One-Off

Sea Creatures for Sale

Two nineteenth-century glassworkers captured the elusive beauty of ocean life

HUMANITIES, Spring 2024, Volume 45, Number 2

Natural scientists in the nineteenth century faced a dilemma: How could they preserve and share the fascinating properties of marine invertebrates, such as jellyfish, octopuses, sea anemones, and sponges, with students and the public? Drawings were helpful but lacked dimensionality. Traditional taxidermy was impossible, since spineless, slippery, and translucent creatures could not be stuffed or pinned, and storing specimens in jars of alcohol caused them to lose their shape and color over time, leaving highly distorted records of life under the sea. 

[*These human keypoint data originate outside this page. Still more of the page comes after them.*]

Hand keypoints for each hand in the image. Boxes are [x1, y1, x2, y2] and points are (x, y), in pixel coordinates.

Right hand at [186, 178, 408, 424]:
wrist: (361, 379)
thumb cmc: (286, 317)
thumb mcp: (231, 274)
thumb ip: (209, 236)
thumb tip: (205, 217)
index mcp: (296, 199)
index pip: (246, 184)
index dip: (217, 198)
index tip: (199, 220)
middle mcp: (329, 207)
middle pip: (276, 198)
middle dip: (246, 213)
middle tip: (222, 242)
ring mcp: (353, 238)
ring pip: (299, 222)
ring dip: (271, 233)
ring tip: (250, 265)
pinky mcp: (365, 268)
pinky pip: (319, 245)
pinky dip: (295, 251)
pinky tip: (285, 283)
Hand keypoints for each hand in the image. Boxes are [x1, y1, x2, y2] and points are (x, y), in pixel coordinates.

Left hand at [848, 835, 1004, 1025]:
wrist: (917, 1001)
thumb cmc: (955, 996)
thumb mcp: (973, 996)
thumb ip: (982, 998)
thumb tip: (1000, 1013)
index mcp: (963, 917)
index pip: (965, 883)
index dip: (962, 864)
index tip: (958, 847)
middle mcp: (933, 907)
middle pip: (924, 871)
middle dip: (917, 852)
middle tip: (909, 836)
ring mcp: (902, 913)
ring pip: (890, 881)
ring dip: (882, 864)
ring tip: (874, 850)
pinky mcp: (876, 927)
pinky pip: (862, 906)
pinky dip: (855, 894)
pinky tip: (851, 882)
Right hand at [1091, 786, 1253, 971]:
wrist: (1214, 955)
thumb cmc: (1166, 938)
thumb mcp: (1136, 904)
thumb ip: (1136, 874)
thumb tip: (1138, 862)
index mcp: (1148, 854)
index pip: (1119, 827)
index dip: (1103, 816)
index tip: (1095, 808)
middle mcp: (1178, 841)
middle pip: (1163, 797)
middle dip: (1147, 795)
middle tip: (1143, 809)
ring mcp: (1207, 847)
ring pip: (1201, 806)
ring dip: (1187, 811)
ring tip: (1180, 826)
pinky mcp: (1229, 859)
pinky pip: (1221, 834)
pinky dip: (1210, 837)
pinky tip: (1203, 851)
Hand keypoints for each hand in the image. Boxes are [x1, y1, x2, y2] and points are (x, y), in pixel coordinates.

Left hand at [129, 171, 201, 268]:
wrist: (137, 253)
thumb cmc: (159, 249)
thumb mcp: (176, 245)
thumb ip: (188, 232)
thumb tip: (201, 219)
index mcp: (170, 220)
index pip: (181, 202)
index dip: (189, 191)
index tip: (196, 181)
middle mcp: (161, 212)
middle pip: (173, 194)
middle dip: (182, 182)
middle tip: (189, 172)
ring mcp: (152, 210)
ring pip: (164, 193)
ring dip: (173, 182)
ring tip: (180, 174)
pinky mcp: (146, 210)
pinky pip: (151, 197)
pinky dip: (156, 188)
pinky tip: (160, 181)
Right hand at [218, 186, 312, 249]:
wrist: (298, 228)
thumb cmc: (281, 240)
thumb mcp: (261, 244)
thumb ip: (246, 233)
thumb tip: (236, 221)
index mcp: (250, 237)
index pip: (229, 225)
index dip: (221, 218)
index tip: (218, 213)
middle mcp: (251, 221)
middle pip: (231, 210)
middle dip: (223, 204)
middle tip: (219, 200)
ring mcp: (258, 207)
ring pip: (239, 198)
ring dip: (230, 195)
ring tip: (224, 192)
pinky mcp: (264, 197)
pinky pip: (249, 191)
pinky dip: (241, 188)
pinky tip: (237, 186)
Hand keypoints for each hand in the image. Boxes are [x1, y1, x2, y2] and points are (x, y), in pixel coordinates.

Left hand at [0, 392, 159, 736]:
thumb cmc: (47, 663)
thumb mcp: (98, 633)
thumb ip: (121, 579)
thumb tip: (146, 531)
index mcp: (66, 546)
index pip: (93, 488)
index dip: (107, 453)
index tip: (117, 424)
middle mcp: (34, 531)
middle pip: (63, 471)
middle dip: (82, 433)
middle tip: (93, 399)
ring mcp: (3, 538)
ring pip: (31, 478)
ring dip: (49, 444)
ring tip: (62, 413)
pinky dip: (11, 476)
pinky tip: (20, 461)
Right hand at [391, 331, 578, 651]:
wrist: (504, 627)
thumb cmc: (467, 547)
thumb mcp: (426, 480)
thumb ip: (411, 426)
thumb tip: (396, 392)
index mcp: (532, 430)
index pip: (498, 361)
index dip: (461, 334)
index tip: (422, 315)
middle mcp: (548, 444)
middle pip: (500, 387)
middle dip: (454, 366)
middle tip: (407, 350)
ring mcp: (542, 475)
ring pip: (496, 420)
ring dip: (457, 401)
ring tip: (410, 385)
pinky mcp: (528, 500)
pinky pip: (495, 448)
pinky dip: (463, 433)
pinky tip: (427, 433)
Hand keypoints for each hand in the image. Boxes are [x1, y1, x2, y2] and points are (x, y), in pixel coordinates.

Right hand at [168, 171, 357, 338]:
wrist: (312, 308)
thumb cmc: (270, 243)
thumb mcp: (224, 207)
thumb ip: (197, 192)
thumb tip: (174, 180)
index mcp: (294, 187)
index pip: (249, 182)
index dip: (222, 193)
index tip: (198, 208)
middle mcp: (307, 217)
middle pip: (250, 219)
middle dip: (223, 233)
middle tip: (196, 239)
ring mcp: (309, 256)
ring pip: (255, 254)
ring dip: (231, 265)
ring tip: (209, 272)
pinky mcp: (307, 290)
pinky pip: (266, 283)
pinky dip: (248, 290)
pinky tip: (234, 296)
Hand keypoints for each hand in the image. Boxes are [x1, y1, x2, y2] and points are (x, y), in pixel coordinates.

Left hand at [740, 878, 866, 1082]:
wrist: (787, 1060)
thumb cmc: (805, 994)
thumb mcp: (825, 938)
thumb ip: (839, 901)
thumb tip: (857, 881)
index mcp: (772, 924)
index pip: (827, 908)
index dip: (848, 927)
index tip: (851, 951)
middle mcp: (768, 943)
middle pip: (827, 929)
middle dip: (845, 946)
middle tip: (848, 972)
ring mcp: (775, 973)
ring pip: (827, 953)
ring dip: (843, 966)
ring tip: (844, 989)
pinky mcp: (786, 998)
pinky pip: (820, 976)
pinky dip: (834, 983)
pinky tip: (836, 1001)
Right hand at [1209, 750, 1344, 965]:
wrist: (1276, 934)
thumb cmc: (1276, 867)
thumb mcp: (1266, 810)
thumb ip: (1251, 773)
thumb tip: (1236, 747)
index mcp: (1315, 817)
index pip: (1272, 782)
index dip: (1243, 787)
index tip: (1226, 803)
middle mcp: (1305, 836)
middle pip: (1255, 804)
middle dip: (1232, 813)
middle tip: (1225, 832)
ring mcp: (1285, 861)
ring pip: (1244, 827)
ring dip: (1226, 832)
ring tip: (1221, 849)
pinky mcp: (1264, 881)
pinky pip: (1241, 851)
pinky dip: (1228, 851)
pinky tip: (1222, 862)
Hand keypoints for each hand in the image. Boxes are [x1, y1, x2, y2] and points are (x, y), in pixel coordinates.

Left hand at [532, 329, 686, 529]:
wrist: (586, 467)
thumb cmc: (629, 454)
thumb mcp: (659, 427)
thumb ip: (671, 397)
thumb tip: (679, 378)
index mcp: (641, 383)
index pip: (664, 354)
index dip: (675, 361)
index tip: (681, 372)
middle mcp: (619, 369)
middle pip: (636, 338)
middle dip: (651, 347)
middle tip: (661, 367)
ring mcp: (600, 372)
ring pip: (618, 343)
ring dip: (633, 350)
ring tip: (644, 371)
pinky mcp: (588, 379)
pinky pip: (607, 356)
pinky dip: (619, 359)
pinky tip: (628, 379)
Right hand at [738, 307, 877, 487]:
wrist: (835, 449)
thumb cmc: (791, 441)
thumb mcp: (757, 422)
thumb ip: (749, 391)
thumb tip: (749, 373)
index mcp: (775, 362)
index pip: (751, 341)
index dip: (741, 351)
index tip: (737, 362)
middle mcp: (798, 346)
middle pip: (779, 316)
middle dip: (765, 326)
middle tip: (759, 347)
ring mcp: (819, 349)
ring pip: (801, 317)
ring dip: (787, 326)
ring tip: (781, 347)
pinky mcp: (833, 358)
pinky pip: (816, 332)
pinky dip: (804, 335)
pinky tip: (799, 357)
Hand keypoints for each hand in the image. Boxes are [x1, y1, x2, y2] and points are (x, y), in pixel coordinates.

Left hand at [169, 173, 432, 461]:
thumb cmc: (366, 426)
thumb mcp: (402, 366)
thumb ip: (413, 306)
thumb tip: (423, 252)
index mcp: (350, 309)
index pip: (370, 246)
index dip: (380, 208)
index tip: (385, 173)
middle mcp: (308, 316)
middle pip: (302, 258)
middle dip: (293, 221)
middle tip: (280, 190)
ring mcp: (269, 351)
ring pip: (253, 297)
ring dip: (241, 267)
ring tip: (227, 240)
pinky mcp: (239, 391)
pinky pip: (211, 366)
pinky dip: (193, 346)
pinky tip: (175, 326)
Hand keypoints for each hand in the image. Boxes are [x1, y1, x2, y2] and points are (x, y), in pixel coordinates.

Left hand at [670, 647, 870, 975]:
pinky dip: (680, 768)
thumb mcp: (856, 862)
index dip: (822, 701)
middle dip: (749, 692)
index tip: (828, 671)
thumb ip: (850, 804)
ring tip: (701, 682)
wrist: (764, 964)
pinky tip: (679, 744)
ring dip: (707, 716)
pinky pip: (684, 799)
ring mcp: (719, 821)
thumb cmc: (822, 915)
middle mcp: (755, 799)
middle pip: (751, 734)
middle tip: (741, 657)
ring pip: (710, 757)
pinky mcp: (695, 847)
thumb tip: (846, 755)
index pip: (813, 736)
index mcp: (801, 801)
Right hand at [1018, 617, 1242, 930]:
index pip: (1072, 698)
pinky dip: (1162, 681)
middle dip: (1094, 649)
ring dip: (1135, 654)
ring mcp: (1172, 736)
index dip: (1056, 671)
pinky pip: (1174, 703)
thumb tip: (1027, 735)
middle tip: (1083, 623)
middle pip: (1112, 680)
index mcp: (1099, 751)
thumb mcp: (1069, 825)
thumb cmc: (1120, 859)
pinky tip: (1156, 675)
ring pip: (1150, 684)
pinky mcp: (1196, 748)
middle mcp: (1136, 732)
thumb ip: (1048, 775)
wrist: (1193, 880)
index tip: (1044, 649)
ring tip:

Leopold and Rudolf Blaschka, a pair of father-and-son glassworkers from Dresden, Germany, believed they had a solution. Using scientific illustrations for guidance, Leopold created highly detailed scale models of sea anemones in glass that captured their coloration, luminosity, and texture with astonishing verisimilitude. In the early 1860s, he exhibited the figurines at the Natural History Museum of Dresden. Soon after, Leopold began receiving commissions for marine invertebrate models from educators and curators around the world, and he and his son set to work fulfilling them. By the 1870s, the duo had assembled a mail-order catalog of 630 different specimens that customers could choose from and purchase. 

This glass sea slug is one of more than 40 Blaschka models included in “Spineless: A Glass Menagerie of Blaschka Marine Invertebrates” at Connecticut’s Mystic Seaport Museum, a recipient of multiple NEH grants. Though the figures eventually fell out of fashion as teaching tools, the show demonstrates that their artistry and history make them worthy of our continued attention. The works are not only technical masterpieces—able to capture the supple and sinuous qualities of invertebrates in the brittle substance of glass—they are also important artifacts in the history of biological research and marine biodiversity, presenting a time capsule of ocean life more than a century ago.